- _Input material_
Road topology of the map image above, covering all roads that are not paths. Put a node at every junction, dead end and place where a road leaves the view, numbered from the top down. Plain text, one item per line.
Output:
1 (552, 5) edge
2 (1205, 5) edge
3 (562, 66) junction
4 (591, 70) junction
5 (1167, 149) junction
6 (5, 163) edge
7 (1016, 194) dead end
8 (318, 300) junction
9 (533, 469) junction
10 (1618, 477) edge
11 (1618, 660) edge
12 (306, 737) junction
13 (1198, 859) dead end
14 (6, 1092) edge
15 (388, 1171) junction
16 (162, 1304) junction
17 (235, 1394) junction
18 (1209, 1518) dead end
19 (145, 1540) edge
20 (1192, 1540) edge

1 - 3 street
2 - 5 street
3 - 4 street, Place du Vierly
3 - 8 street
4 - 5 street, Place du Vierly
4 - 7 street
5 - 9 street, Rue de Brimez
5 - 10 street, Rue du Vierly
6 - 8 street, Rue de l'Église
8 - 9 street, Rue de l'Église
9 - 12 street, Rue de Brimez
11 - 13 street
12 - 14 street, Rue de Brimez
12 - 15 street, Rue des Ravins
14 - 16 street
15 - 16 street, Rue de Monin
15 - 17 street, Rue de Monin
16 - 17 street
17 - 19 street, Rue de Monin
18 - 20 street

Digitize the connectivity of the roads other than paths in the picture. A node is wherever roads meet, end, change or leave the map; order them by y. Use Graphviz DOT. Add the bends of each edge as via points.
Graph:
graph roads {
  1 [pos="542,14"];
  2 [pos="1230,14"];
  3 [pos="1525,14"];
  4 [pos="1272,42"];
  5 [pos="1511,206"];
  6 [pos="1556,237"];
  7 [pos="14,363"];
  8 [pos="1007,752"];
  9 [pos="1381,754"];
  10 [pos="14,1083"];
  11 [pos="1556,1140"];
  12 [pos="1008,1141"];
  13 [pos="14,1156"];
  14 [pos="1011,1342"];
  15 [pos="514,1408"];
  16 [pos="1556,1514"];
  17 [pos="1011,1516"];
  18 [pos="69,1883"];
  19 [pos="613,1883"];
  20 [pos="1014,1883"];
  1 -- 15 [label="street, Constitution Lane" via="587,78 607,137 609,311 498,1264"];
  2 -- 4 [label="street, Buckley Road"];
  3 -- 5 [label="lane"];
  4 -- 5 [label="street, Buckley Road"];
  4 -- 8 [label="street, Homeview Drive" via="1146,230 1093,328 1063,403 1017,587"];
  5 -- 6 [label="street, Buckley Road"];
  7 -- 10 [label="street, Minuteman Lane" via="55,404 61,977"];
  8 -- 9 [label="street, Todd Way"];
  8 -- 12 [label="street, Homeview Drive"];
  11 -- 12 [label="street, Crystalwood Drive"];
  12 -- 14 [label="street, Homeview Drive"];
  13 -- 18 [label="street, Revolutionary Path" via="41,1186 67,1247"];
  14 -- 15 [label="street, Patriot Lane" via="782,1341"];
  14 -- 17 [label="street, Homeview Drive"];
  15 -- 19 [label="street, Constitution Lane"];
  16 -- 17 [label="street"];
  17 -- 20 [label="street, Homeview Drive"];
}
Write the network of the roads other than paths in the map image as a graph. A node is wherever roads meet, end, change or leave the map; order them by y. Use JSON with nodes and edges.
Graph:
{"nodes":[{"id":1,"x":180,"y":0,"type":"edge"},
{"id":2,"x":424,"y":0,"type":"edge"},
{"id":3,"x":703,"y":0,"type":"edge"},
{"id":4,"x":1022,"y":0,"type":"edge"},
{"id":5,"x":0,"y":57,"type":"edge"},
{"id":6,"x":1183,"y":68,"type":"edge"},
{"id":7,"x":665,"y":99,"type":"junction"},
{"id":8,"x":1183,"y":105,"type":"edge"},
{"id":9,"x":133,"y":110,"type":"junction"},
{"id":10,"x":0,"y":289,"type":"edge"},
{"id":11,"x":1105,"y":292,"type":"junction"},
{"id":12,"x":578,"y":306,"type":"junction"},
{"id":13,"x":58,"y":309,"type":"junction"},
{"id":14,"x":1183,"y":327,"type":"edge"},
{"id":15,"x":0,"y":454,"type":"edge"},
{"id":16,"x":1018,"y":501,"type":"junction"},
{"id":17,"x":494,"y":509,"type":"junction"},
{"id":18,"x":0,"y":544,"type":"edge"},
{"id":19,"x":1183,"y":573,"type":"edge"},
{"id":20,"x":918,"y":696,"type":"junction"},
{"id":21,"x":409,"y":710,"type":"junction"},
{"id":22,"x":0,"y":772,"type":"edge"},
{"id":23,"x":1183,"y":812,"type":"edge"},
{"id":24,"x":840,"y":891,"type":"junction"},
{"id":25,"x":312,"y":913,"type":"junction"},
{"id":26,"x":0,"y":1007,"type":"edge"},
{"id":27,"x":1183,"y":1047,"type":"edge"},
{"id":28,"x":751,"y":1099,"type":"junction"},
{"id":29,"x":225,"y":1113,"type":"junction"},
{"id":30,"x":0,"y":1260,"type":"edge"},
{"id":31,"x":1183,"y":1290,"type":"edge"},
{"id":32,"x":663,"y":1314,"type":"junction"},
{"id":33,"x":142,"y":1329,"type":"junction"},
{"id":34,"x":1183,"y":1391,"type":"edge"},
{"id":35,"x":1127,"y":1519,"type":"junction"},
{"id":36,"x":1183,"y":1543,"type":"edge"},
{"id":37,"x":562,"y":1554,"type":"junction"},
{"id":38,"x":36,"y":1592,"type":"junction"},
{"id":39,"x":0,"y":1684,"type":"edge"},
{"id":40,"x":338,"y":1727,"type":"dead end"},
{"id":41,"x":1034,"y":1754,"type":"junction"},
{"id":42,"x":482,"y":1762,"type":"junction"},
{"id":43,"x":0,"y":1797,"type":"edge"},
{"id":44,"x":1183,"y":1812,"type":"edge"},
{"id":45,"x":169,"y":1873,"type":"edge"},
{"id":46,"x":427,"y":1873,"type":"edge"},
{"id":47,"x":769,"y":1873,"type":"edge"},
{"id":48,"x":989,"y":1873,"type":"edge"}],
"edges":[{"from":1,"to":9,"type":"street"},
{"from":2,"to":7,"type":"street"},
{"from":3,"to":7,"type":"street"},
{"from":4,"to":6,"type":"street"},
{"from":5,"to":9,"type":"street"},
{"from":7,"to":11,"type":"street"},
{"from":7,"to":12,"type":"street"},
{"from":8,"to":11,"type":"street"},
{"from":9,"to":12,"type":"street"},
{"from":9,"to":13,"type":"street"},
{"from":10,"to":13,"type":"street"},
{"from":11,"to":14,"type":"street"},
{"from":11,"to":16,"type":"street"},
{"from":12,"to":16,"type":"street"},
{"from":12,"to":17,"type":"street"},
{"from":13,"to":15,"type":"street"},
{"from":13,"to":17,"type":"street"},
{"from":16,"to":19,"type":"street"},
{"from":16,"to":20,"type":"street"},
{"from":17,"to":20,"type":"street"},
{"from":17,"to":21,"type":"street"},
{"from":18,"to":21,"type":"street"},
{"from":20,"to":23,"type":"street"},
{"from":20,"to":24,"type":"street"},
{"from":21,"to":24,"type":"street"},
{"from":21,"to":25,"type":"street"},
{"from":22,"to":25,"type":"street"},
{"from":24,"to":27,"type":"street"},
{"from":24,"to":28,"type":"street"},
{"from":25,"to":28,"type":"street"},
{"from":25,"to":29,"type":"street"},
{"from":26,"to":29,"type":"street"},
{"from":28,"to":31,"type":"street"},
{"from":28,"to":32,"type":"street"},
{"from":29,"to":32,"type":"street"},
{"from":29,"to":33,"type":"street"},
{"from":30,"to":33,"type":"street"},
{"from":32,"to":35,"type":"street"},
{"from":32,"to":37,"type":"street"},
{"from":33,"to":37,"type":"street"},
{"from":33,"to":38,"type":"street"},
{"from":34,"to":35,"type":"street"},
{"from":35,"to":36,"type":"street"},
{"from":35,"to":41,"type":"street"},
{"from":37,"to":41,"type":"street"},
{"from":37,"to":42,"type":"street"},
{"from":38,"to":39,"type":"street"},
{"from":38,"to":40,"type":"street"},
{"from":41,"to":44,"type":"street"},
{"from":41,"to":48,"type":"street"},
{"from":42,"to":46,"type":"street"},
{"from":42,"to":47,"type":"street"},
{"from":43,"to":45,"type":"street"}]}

- _Task description_
Which lines in the listing have the string "Vierly"? Pick them out and copy them.

- _Task response_
3 - 4 street, Place du Vierly
4 - 5 street, Place du Vierly
5 - 10 street, Rue du Vierly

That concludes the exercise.